Sunday, November 9, 2008

Preface

THE man who feeds his cattle on a thousand hills may possibly see the title of this little volume paraded through the newspapers; but the chances are that he will never think it worth while to look into the volume itself. The owner of a hundred acres will scarcely step out of his way to purchase or to borrow it, while the lord of every smaller farm will be sure it is not intended for him. Few persons belonging to these several classes have been educated to believe Ten Acres Enough. Born to greater ambition, they have aimed higher and grasped at more, sometimes wisely, sometimes not. Many of these are now owning or cultivating more land than their heads or purses enable them to manage properly. Had their ambition been moderate, and their ideas more practical, their labor would be better rewarded, and this book without doubt would have found more readers.

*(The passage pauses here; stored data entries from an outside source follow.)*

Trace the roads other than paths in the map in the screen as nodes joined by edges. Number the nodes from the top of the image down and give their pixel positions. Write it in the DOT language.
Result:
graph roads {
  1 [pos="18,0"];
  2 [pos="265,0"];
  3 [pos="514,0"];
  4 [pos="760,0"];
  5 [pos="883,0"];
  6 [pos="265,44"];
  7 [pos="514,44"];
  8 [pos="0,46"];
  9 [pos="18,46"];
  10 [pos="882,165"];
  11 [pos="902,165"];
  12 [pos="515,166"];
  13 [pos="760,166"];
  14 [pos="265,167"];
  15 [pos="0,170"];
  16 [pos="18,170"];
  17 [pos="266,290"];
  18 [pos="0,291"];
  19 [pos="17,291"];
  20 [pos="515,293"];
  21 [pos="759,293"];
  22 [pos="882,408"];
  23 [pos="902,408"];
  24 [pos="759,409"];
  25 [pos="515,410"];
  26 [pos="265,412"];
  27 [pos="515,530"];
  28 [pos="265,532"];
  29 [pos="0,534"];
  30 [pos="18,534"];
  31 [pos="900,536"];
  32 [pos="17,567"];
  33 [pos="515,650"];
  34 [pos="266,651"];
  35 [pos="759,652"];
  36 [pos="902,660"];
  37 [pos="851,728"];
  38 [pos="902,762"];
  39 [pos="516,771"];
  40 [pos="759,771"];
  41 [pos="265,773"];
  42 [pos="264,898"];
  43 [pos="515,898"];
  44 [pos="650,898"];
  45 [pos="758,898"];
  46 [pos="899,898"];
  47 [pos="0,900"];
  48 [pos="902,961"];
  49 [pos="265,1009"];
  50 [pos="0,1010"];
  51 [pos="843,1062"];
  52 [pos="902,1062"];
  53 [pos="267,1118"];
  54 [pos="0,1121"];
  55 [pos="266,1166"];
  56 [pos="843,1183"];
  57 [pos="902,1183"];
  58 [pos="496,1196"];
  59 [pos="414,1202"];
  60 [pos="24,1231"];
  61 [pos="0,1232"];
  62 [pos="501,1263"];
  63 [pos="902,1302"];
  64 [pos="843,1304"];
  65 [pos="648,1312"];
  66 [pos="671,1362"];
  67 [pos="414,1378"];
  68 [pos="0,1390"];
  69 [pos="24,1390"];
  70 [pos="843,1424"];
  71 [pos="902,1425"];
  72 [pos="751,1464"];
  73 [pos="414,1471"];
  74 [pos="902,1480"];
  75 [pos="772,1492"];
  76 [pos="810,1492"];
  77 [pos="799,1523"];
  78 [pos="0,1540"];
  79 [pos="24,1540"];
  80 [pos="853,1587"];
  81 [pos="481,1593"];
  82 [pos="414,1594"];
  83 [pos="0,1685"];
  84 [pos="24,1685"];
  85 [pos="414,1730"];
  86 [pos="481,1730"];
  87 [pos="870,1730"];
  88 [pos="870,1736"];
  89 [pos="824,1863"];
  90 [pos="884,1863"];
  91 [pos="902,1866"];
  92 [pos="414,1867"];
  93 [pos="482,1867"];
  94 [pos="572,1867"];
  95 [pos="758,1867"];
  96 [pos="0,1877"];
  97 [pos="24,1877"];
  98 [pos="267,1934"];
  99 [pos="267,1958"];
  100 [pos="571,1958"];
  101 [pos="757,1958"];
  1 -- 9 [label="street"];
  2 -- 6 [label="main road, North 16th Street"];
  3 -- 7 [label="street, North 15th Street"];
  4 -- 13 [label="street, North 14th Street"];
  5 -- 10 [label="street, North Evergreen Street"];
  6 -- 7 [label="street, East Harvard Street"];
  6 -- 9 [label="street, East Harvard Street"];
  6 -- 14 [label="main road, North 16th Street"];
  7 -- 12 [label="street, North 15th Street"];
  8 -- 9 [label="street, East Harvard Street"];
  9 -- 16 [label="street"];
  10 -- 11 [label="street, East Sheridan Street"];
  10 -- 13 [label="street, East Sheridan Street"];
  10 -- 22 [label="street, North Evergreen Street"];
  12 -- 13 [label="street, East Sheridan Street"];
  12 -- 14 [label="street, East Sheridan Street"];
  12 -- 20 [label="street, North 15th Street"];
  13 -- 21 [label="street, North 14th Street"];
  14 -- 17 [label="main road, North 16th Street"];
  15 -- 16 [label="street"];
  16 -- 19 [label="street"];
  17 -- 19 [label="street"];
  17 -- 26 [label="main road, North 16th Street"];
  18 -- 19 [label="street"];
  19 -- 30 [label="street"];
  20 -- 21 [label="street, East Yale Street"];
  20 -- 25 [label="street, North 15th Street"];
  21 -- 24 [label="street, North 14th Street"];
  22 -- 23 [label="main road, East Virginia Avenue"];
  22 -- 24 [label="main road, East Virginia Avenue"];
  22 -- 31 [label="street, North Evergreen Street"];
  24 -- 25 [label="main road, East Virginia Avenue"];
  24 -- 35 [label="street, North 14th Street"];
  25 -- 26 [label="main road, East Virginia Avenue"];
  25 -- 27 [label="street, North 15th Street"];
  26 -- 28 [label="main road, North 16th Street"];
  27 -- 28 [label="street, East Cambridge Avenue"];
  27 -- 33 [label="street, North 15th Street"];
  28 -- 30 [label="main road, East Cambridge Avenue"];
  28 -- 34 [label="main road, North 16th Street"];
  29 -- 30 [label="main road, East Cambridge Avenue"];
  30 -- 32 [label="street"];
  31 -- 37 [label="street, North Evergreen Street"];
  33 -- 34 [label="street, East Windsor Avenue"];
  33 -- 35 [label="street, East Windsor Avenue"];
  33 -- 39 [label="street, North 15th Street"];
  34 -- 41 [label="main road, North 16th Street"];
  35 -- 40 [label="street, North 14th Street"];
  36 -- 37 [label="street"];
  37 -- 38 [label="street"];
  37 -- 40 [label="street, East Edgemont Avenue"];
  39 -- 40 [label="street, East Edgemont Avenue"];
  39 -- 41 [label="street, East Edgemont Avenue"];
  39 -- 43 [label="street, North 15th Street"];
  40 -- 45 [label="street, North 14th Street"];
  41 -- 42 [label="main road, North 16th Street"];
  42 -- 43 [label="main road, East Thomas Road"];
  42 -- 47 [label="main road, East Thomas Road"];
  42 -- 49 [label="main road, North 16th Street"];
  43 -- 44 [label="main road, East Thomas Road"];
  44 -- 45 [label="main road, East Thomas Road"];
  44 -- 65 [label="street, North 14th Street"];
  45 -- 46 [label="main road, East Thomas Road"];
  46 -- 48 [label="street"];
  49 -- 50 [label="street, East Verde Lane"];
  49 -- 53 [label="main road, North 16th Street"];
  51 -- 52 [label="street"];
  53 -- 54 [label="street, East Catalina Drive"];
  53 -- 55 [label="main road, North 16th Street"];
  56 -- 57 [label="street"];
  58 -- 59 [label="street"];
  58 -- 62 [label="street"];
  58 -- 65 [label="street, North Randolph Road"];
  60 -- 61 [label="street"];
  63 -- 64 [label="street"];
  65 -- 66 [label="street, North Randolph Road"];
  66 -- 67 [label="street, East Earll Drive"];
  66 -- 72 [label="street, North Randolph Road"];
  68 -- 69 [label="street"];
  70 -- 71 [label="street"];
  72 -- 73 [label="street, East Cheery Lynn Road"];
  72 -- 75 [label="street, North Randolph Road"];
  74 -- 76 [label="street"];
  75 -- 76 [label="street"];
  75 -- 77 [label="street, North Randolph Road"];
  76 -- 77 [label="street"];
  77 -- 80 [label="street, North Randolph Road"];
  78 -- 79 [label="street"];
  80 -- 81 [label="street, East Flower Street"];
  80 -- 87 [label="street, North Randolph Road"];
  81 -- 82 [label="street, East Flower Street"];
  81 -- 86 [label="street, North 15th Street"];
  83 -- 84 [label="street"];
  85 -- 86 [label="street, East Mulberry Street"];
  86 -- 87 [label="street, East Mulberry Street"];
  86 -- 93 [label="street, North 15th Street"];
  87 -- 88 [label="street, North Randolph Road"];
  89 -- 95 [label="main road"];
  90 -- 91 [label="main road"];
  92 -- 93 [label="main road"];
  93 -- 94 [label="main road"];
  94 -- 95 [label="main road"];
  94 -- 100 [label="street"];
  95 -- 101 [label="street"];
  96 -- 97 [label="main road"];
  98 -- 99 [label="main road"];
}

The mistaken ambition for owning twice as much land as one can thoroughly manure or profitably cultivate, is the great agricultural sin of this country. Those who commit it, by beginning wrong, too frequently continue wrong. Owning many acres is the sole idea. High cultivation of a small tract, is one of which they have little knowledge. Too many in these several classes think they know enough. They measure a man's knowledge by the number of his acres. Hence, in their eyes the owner of a plot so humble as mine must know so little as to be unable to teach them any thing new.

Happily, it is not for these that I write, and hence it would be unreasonable to expect them to become readers. I write more particularly for those who have not been brought up as farmers -- for that numerous body of patient toilers in city, town, and village who, like myself, have struggled on from year to year, anxious to break away from the bondage of the desk, the counter, or the workshop, to realize in the country even a moderate income, so that it be a sure one. Many such are constantly looking round in this direction for something which, with less mental toil and anxiety, will provide a maintenance for a growing family, and afford a refuge for advancing age -- some safe and quiet harbor, sheltered from the constantly recurring monetary and political convulsions which in this country so suddenly reduce men to poverty. But these inquirers find no experienced pioneers to lead the way, and they turn back upon themselves, too fearful to go forward alone. Books of personal experience like this are rare. This is written for the information of the class referred to, for men not only willing, but anxious to learn. Once, in the same predicament myself, I know their longings, their deficiencies, and the steps they ought to take. Hence, in seeking to make myself fully understood, some may think that I have been unnecessarily minute. But in setting forth my own crudities, I do but save others from repeating them. Yet with all this amplification, my little contribution will occasion no crowding even upon a book shelf which may be already filled.

I am too new a farmer to be the originator of all the ideas which are here set forth. Some, which seemed to be appropriate to the topic in hand, have been incorporated with the argument as it progressed; while in some instances, even the language of writers, whose names were unknown to me, has also been adopted.